However, the mechanisms by which gammaherpesvirus mediate transformation in vivo are not as simple as this model would predict. Although EBV infection is nearly universal, lymphoma attributable to EBV is rare unless the host is immune deficient (as in the case of post-transplant lymphoproliferative disease or AIDS-associated EBV lymphoma) or co-infected with HIV or malaria (as in the case of Burkitt’s lymphoma) (3). Similarly, KSHV infection is generally asymptomatic in the HIV-negative host (4), but HIV-positive patients routinely succumb to KS with lesions that are characterized by an inflammatory infiltrate and cytokine production. This inflammatory component seems to be an essential cofactor in tumor progression (115). Thus, EBV and KSHV infection alone are not sufficient to induce malignancy in most hosts but require either secondary genetic changes (often translocations of cellular oncogenes including c-myc in the case of Burkitt’s lymphoma) or immune suppression permitting unrestrained expression of viral oncogenes (116).

One potential mechanism whereby gammaherpesviruses could promote oncogenesis is genotoxic stress, secondary to unresolved inflammation, in a host that is predisposed to an unusually vigorous antiherpesvirus immune response (117). This model holds that it is not viral oncogenes alone that drive tumorigenesis, but the host response to the persistent virus that drives mutation of host genes. Subsequent virus-driven transcriptional changes promoting cellular proliferation, or blocking cell death, may stimulate the growth and survival of the mutated host cell. In this respect, our data showing that multiple herpesvirus infections in mice upregulate genes associated with the cell cycle is of particular interest (Fig. 1A).

It is also important to note that latency-induced immune modulation in humans and mice might enhance anti-tumor immunosurveillance.
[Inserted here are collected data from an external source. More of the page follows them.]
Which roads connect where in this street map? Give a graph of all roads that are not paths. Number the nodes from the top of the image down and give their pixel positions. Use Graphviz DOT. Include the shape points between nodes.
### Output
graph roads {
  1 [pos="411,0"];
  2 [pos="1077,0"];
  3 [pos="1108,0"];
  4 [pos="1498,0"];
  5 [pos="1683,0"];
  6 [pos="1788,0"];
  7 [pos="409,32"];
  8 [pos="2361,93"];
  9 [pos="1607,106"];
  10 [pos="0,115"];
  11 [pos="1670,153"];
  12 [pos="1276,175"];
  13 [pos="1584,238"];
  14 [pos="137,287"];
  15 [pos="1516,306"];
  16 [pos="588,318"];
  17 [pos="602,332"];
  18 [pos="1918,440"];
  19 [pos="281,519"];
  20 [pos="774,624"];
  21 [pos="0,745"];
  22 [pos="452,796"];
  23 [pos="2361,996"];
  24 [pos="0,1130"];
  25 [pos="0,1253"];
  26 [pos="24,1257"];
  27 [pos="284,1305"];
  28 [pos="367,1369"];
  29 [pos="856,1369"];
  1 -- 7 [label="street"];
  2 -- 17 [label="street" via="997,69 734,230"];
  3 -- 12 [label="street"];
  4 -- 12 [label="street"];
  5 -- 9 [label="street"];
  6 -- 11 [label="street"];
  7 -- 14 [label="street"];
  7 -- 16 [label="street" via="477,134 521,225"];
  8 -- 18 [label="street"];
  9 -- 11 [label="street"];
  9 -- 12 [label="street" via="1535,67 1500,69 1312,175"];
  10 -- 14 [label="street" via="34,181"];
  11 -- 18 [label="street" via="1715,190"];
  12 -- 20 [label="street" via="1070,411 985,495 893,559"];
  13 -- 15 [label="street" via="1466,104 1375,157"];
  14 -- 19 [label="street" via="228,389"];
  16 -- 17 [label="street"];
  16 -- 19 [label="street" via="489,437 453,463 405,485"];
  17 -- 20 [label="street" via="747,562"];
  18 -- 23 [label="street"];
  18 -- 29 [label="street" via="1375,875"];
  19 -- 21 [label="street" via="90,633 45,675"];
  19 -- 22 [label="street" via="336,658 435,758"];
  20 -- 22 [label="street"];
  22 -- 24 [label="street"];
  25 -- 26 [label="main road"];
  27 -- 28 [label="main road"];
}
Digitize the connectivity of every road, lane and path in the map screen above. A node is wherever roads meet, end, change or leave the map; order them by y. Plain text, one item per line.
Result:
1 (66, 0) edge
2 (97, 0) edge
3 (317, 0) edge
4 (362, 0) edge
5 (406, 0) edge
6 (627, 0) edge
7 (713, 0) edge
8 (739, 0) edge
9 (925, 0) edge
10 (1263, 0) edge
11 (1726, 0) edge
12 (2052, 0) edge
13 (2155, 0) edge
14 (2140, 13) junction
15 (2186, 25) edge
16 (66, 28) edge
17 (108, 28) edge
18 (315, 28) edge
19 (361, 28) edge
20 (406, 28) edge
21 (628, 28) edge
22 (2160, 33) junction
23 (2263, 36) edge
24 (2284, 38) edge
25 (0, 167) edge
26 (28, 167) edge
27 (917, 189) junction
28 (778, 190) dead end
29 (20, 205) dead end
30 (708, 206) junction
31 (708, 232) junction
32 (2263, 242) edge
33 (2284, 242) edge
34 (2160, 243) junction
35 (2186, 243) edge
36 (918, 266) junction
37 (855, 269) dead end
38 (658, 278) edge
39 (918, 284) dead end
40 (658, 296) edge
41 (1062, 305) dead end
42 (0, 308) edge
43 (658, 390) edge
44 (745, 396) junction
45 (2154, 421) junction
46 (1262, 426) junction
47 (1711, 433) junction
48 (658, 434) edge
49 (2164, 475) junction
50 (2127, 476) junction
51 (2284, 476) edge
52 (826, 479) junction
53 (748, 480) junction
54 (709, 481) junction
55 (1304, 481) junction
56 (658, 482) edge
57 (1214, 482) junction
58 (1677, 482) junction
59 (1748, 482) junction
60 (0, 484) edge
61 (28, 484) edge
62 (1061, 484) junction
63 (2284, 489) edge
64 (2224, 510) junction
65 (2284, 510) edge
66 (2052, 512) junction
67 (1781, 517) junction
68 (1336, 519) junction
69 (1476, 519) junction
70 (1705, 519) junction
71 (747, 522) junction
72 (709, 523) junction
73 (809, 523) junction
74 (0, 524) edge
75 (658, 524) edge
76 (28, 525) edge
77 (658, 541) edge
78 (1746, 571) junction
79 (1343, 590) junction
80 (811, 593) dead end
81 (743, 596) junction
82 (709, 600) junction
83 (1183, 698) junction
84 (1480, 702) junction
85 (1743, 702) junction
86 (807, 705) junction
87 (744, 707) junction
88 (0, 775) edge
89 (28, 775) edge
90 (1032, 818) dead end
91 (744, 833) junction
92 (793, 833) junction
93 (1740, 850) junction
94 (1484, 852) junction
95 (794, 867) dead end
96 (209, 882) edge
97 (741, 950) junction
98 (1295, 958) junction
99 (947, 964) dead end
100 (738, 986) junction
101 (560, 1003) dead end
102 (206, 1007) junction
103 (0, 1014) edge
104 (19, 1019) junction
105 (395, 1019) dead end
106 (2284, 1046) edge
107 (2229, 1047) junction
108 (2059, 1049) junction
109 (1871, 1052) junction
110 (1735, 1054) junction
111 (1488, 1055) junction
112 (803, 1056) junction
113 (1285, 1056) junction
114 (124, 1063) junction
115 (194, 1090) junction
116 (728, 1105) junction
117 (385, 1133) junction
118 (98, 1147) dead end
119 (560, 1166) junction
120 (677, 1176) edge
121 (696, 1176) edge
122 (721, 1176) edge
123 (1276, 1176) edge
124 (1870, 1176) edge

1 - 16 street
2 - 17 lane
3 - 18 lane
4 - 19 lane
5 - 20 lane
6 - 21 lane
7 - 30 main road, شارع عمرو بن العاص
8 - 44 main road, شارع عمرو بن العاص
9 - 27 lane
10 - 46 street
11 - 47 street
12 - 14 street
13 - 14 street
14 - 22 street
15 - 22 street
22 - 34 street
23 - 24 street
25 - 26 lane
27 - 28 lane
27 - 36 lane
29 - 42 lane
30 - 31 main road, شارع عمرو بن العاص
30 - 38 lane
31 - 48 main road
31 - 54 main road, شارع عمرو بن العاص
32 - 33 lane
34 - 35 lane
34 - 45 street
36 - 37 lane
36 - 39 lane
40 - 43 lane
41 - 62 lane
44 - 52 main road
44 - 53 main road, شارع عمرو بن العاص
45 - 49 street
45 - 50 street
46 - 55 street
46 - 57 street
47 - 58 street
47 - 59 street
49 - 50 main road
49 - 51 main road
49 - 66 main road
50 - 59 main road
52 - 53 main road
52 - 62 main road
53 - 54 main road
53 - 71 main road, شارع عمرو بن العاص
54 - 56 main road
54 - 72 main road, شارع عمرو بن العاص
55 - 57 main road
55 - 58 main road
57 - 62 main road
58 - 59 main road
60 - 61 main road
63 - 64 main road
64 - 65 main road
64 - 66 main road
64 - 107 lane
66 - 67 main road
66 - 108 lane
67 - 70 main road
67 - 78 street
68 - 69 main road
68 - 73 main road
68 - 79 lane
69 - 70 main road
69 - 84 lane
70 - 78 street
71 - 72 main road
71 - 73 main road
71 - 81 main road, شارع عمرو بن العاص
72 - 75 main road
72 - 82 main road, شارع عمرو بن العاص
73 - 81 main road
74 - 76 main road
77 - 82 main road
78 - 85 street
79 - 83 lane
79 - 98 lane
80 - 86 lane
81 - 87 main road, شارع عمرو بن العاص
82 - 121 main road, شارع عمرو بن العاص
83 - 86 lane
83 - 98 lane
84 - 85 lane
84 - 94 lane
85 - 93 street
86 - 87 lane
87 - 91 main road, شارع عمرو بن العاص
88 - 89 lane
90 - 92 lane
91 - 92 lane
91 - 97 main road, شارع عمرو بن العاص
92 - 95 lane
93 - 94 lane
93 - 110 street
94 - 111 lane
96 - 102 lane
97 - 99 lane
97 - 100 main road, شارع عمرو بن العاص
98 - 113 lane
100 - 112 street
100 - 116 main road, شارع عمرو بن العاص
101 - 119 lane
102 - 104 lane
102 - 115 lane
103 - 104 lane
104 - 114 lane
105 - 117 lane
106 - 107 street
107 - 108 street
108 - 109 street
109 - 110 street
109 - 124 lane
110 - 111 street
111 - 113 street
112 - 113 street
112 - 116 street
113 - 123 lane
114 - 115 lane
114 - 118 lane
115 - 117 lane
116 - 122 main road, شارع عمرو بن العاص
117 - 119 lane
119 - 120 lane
Indeed, mice that are latently infected with MHV68 are resistant to lethal lymphoma challenge, a phenotype mediated by latency-induced arming of host NK cells (50) (Table 2). Current theories suggest that the immune response against tumor cells can detect newly transformed cells and eliminate them before clinically evident tumors develop (Fig. 3B). Even if elimination is not possible, the anti-tumor immune response can hold pre-cancerous cells in a dormant state known as equilibrium (118). NK cells, CD8+ T cells, IFNγ, classically activated inflammatory (M1) macrophages (119) and IFNαβ are known mediators of both elimination and equilibrium (118). Given the upregulation of each of these anti-tumor effectors in latently infected humans and mice, it is plausible that herpesvirus latency may confer a state of enhanced tumor resistance. To our knowledge, no studies have addressed this possibility in humans.

Heightened anti-tumor immunity during latent infection may represent a double-edged sword. Enhanced surveillance of tumors also leads to increased selective pressure on tumor cells, which may result in latency-driven immune editing of tumors and selection of less immunogenic, more aggressive cancers that can evade tumor immunity (118). In addition, progression and metastasis of many tumors is spurred by the recruitment of a suppressive immune cell component, including alternatively activated anti-inflammatory (M2) macrophages, regulatory T cells, and myeloid-derived suppressor cells (118). The inflammatory state present during MHV68 latency seems unlikely to promote such an immune suppressive tumor microenvironment. However, negative-feedback compensatory processes may be triggered subsequent to latency-driven inflammation, and these homeostatic mechanisms may foster the development and recruitment of suppressive tumor-infiltrating leukocytes. Along these lines, it was recently reported that the same stimuli which drive M1 macrophage activation also result in the compensatory expansion of anti-inflammatory regulatory macrophages that express the transcription factor FoxP3 (120).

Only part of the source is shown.